How to build a RAG pipeline that doesn't hallucinate
Retrieval-augmented generation is easy to stand up and hard to trust. The first version — embed some docs, stuff the top matches into a prompt — works in a demo and then confidently invents answers the moment a user asks something the retrieval missed. Fixing that is mostly about the parts nobody screenshots.
Hallucination is usually a retrieval failure, not a model failure
When a RAG system makes things up, the model is often doing its job with bad inputs. If the right chunk never made it into context, the model fills the gap. So the highest-leverage work is upstream, in retrieval quality, not in prompt-tuning the generation step.
Chunking decides your ceiling
Chunk too large and you dilute the relevant sentence among noise; too small and you sever the context that makes it meaningful. Practical guidance:
- Chunk on semantic boundaries (headings, paragraphs), not a fixed character count that slices sentences in half.
- Keep a bit of overlap so a fact near a boundary isn’t orphaned.
- Store useful metadata (source, section, date) with each chunk — you’ll need it for filtering and for citations.
Retrieve better than pure vector search
Dense embeddings miss exact terms; keyword search misses paraphrase. Hybrid retrieval (combine vector similarity with keyword/BM25) plus a reranker on the top candidates is the single biggest quality jump most pipelines are missing. Retrieve broadly, then rerank down to the few chunks that actually answer the question.

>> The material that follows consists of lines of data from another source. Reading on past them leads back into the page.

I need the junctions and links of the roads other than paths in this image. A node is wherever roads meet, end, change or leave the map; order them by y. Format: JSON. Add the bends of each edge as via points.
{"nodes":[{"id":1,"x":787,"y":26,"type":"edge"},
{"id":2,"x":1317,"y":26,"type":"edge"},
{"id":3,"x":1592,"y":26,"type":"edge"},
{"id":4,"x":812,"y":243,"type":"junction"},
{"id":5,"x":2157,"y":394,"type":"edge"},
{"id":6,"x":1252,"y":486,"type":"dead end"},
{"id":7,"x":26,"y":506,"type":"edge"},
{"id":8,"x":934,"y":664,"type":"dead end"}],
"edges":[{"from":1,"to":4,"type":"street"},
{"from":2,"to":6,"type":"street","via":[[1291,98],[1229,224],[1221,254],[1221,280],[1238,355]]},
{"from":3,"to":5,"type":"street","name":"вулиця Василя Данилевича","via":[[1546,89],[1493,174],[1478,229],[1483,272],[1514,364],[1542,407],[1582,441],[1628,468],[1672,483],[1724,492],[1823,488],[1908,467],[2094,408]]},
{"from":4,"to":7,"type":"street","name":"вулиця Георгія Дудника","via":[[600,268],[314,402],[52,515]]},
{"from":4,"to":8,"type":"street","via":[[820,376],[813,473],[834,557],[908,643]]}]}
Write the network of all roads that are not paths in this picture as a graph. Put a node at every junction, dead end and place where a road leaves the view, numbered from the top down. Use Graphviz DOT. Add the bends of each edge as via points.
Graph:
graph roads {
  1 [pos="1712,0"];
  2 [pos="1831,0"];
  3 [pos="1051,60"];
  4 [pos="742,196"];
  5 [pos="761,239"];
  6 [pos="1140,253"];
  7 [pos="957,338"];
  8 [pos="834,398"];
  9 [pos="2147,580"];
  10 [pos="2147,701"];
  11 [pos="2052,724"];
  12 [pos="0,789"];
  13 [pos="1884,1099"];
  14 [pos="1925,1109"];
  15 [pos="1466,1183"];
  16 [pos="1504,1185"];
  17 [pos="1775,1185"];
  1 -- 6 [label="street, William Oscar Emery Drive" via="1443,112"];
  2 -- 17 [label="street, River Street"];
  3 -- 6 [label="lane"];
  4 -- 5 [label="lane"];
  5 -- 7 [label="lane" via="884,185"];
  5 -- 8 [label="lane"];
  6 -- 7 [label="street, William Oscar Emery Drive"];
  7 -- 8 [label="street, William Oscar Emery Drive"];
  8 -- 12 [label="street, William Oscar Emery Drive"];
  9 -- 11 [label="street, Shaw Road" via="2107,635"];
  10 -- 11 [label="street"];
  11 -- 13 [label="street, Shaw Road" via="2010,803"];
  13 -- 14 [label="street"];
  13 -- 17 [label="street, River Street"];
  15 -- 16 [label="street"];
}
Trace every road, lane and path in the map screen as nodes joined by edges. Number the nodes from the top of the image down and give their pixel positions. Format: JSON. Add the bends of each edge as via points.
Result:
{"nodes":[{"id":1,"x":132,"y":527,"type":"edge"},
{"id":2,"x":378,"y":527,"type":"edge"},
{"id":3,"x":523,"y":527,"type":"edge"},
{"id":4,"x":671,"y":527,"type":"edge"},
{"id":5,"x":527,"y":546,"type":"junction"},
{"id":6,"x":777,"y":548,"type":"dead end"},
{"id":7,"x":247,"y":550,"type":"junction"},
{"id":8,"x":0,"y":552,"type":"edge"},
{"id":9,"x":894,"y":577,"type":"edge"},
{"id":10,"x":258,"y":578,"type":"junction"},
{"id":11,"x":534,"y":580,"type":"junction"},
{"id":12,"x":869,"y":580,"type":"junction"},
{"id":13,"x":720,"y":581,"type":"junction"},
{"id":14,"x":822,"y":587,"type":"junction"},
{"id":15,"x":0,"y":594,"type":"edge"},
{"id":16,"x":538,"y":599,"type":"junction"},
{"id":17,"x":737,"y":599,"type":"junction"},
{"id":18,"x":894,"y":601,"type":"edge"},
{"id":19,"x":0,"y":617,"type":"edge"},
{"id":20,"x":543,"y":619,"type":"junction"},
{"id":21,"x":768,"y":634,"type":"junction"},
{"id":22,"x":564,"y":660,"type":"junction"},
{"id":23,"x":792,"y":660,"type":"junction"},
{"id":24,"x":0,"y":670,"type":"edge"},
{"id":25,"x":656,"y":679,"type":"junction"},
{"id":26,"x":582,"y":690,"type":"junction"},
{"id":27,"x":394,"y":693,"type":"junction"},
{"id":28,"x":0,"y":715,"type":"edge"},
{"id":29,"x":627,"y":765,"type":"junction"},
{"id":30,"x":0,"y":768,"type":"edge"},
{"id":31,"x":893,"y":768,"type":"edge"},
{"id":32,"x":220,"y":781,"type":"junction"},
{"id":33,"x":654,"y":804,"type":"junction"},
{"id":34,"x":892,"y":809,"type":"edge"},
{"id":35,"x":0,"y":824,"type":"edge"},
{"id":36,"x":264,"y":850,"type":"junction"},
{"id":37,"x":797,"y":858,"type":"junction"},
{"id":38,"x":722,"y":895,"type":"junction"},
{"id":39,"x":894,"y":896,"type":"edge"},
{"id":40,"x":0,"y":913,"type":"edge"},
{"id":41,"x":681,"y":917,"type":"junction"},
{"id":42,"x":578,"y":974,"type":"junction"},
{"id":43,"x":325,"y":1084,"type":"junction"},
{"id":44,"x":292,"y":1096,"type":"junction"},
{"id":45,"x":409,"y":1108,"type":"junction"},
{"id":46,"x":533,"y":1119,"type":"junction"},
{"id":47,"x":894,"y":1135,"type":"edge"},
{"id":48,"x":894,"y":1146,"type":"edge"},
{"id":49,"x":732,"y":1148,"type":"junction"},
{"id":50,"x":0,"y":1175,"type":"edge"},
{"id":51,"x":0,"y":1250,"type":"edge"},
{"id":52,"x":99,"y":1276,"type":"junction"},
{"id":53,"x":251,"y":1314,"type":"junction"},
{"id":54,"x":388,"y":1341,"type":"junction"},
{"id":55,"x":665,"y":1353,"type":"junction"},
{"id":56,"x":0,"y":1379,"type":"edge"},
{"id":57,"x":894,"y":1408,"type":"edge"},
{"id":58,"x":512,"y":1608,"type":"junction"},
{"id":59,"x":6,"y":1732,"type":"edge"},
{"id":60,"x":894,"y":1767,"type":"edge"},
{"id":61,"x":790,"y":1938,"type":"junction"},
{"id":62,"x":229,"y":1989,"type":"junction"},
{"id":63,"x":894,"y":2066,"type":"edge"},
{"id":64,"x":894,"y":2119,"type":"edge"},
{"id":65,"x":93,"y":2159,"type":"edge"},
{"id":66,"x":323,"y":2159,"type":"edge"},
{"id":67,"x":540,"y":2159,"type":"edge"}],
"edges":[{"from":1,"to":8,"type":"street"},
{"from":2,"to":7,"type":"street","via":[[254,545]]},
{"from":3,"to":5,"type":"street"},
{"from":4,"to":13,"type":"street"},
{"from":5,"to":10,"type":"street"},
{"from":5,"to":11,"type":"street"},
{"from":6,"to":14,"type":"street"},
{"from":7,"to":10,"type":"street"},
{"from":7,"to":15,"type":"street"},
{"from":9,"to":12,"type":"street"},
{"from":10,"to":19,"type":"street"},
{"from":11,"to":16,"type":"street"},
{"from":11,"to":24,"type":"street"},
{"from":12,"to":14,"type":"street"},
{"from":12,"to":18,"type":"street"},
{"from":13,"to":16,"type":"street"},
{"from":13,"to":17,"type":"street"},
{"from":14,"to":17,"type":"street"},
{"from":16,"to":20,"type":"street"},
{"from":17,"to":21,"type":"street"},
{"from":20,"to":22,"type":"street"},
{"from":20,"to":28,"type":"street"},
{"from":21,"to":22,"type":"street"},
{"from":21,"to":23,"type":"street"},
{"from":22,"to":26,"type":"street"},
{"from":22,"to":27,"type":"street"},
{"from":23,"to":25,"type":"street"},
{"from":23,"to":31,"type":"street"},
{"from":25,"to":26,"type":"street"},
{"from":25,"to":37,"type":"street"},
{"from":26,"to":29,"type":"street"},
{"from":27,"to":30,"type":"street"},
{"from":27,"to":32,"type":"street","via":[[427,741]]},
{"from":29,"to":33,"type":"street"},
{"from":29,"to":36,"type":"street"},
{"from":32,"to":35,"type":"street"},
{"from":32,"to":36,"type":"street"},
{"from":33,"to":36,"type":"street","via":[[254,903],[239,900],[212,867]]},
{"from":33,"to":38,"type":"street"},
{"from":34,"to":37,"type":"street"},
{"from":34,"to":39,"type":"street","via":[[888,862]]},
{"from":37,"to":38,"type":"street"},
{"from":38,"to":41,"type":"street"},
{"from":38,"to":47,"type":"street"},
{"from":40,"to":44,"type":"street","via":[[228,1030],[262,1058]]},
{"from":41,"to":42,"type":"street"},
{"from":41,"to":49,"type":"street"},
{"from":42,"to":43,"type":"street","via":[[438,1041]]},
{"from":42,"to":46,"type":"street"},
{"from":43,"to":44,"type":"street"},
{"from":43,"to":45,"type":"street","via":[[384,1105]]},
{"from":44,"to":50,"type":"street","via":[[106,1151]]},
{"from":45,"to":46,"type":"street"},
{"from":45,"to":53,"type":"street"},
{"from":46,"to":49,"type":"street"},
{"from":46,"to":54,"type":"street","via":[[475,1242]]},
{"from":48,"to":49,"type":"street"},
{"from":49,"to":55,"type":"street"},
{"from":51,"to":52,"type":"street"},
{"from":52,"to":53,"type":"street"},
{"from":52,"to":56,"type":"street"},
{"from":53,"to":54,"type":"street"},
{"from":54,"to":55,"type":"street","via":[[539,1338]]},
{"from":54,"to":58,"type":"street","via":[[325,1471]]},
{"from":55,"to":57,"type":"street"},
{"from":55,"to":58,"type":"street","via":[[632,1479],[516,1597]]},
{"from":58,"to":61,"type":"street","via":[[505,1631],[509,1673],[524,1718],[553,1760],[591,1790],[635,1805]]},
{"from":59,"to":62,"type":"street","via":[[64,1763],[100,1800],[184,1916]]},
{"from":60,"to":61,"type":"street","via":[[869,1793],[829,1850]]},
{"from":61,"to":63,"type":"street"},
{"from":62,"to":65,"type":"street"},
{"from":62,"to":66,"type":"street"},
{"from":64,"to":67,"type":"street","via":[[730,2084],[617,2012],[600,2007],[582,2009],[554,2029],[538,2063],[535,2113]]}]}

Ground the generation and make refusal safe
- Instruct the model to answer only from the provided context and to say it doesn’t know when the context doesn’t cover the question. A system that can say “not in the docs” is more valuable than one that always answers.
- Require citations back to source chunks. This both helps users trust answers and gives you a way to spot when the model is drifting off-source.
- Return the sources in the UI. Visible citations change user behaviour and expose retrieval gaps fast.
You can’t improve what you don’t measure
Build an evaluation set of real questions with known good answers before you tune anything. Track two things separately:
- Retrieval quality: did the right chunk get retrieved at all? (If not, no prompt fixes it.)
- Answer quality: given the right context, was the answer correct and grounded?
Separating these tells you where to spend effort. Most teams discover their “hallucination problem” is a retrieval-recall problem, and a reranker plus better chunking fixes more than any model swap.
The short version
A RAG system that doesn’t hallucinate is one that retrieves the right context, admits when it can’t, and cites what it used. Get chunking and hybrid retrieval right, add a reranker, force grounded answers with citations, and measure retrieval and generation separately. Do that and RAG stops being a demo and starts being something you can put in front of users.